Capire questo punto evita polemiche inutili. Non si paga perché qualcuno ha deciso di aggiungere un sovrapprezzo casuale. Si paga perché il Comune ha scelto di finanziare una parte dei costi dell’accoglienza attraverso chi usufruisce temporaneamente della città. Può piacere o no, ma la struttura giuridica è quella, e non cambia con una discussione al banco della reception.
Il nodo aperto: un tributo piccolo, ma con un peso politico grande
In apparenza parliamo di pochi euro a notte; in realtà parliamo di come una città decide di reggere il turismo. Quando i flussi crescono, il conto non è più soltanto economico. Diventa urbanistico, ambientale, persino sociale. Le strade si usurano, i rifiuti aumentano, i mezzi pubblici si riempiono, i musei si affollano, i centri storici si sforzano di restare vivi mentre diventano vetrine. Il contributo di soggiorno è una risposta imperfetta, ma concreta.
Resta però una questione di fondo: la frammentazione italiana complica tutto. Ogni Comune ha il suo testo, le sue soglie, i suoi moduli, i suoi limiti. Per il turista è un labirinto di micro-regole; per il gestore è un rischio operativo continuo. È qui che si misura la distanza tra l’idea semplice di ospitalità e la realtà amministrativa del settore. Più il turismo si digitalizza, più appare chiaro che il problema non è il tributo in sé, ma il modo in cui viene gestito.

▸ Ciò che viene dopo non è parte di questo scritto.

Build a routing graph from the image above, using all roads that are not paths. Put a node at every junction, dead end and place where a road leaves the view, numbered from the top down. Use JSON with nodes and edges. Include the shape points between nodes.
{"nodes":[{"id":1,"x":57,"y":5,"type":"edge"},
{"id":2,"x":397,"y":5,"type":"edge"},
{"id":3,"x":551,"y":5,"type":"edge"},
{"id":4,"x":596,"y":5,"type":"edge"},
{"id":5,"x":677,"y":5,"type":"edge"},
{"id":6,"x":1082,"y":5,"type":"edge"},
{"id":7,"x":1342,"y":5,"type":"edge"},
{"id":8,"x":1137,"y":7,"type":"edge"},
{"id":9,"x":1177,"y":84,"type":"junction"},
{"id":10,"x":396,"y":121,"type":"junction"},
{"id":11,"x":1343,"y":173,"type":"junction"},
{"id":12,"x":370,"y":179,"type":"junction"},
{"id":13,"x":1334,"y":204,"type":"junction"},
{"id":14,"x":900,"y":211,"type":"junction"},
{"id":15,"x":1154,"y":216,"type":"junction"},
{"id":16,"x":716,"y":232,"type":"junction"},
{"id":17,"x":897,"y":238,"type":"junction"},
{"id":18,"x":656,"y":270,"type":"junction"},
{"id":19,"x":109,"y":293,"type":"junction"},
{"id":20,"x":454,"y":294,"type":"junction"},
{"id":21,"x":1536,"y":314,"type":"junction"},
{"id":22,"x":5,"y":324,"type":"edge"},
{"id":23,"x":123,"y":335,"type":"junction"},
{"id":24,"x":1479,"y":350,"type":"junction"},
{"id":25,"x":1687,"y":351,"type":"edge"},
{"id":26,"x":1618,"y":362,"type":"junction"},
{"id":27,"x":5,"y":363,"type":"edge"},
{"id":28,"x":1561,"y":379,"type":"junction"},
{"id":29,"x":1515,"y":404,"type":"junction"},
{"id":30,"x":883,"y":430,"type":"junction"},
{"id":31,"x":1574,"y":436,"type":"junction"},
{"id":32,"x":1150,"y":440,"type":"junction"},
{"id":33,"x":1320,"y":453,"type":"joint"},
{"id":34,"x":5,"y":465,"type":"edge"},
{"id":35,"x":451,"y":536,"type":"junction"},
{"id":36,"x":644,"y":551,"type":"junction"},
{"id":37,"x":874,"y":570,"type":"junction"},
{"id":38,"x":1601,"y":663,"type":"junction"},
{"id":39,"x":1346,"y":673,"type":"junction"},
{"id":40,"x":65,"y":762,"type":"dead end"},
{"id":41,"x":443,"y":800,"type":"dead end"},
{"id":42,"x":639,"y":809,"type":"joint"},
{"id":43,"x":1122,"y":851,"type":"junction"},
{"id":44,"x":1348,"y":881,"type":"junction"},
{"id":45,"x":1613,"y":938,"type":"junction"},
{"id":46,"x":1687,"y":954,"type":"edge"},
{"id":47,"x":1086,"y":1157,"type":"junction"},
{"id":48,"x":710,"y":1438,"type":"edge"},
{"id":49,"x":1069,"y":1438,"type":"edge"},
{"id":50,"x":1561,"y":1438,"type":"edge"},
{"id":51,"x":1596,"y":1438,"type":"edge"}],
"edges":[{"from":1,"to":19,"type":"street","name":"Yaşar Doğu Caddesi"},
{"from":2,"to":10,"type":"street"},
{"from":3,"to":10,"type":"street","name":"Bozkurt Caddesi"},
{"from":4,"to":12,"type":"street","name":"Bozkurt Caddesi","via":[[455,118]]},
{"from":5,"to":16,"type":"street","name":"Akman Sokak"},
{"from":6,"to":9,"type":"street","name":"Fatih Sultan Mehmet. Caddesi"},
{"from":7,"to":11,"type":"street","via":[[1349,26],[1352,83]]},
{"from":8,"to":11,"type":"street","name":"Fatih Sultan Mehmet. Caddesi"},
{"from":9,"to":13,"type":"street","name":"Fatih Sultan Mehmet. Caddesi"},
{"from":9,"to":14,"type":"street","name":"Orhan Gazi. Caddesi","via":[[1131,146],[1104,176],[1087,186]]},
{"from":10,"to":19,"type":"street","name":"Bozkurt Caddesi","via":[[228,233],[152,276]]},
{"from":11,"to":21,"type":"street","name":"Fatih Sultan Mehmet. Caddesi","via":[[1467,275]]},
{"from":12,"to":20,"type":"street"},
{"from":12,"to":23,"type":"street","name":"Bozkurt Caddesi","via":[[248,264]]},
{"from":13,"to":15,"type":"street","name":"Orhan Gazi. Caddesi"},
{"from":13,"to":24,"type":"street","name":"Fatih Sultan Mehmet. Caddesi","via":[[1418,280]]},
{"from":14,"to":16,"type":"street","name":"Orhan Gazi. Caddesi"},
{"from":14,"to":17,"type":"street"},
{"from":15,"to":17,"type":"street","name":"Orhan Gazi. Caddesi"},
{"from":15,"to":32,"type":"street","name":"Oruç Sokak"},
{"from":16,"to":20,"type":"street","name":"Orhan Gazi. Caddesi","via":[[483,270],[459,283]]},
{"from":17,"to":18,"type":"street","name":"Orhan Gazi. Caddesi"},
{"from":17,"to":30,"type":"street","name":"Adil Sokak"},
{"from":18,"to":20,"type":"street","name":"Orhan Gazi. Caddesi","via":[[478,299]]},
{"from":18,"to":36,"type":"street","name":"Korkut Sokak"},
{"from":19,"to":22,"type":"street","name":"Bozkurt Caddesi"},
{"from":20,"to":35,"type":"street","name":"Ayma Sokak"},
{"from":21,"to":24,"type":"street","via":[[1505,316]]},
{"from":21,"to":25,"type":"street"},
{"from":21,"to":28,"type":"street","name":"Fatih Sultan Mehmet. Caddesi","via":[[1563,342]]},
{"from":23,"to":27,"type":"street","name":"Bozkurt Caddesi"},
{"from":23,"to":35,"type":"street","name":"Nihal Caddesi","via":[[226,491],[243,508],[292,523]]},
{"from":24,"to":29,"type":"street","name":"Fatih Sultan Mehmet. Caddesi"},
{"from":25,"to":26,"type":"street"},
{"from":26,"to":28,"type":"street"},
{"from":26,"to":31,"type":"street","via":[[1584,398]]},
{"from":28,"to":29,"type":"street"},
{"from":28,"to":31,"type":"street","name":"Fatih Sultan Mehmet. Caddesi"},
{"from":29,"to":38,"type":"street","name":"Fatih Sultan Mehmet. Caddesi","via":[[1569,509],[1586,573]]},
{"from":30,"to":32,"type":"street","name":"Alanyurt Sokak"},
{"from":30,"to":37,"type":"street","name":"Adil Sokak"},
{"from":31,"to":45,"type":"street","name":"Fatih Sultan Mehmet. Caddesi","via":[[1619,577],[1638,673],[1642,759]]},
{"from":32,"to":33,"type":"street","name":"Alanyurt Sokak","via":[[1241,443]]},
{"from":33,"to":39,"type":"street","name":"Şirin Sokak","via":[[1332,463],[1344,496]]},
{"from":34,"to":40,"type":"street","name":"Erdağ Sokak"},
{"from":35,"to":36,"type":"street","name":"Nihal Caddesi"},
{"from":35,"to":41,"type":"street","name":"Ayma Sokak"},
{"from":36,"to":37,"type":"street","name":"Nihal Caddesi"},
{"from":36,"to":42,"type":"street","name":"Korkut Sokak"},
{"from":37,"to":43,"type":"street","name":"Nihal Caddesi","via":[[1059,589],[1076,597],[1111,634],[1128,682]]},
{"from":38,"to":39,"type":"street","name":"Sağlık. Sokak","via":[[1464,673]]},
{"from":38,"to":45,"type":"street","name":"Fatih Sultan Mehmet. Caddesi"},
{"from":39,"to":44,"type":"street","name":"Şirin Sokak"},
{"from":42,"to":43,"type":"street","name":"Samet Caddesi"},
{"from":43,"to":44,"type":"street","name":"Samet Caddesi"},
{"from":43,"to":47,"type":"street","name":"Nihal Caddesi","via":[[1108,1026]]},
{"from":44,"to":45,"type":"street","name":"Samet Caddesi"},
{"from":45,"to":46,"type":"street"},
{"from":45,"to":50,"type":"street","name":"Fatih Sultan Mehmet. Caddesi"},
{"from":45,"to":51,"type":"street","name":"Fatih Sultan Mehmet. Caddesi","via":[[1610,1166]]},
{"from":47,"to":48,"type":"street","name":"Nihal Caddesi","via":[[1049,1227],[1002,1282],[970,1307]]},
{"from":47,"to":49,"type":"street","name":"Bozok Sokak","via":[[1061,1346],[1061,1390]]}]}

Alla fine, il motivo per cui si paga è anche il motivo per cui il tributo non sparirà presto. Le città turistiche hanno bisogno di soldi per sostenere l’afflusso di visitatori, e questo prelievo consente di spostare una parte del costo su chi arriva. Il sistema può essere migliorato, reso più lineare e meno opaco, ma l’idea di base resta salda: chi consuma la città per poche notti contribuisce, almeno in parte, a mantenerla in piedi.